• TASK ITEM:
In the listing below, identify each line with the word "Dutra" and return those lines.
______________________________
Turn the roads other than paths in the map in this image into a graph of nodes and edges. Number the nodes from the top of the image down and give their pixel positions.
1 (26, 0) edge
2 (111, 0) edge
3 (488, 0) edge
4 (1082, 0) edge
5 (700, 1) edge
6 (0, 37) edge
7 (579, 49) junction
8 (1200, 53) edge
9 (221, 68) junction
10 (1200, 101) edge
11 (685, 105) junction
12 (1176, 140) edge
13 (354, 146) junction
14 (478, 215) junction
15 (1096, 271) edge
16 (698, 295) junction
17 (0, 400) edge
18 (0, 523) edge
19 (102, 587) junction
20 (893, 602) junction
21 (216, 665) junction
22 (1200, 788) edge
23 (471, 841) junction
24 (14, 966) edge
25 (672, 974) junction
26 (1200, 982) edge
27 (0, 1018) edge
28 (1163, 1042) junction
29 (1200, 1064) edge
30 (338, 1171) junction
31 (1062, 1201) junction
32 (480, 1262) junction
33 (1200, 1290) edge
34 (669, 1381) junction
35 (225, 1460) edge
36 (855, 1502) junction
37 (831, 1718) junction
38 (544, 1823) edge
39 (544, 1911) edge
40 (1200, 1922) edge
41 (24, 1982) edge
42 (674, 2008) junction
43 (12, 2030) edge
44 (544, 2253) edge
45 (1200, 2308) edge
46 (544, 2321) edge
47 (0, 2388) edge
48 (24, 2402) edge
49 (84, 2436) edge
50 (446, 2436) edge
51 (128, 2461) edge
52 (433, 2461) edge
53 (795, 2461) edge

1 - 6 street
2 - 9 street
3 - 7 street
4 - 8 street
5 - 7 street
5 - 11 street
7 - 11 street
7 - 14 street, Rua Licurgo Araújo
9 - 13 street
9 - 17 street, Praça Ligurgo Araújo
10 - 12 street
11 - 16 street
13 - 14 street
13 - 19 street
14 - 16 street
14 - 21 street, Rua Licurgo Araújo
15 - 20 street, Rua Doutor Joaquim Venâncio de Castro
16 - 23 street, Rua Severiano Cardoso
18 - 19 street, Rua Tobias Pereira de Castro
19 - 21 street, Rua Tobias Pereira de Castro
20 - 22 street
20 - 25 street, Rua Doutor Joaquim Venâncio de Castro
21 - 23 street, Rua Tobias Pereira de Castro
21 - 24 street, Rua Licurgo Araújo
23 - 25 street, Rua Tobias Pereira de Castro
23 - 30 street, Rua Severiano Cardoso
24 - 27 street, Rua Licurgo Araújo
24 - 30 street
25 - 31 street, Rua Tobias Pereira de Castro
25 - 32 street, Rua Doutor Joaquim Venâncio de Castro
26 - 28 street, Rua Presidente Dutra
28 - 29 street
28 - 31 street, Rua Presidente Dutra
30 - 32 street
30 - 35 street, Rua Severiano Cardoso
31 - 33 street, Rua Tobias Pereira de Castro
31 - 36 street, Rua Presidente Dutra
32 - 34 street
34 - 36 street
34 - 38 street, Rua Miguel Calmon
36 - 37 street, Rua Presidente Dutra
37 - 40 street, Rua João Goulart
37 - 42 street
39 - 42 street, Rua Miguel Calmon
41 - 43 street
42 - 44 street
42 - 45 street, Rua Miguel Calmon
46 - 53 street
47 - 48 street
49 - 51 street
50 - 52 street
______________________________
• ANSWER BOX:
26 - 28 street, Rua Presidente Dutra
28 - 31 street, Rua Presidente Dutra
31 - 36 street, Rua Presidente Dutra
36 - 37 street, Rua Presidente Dutra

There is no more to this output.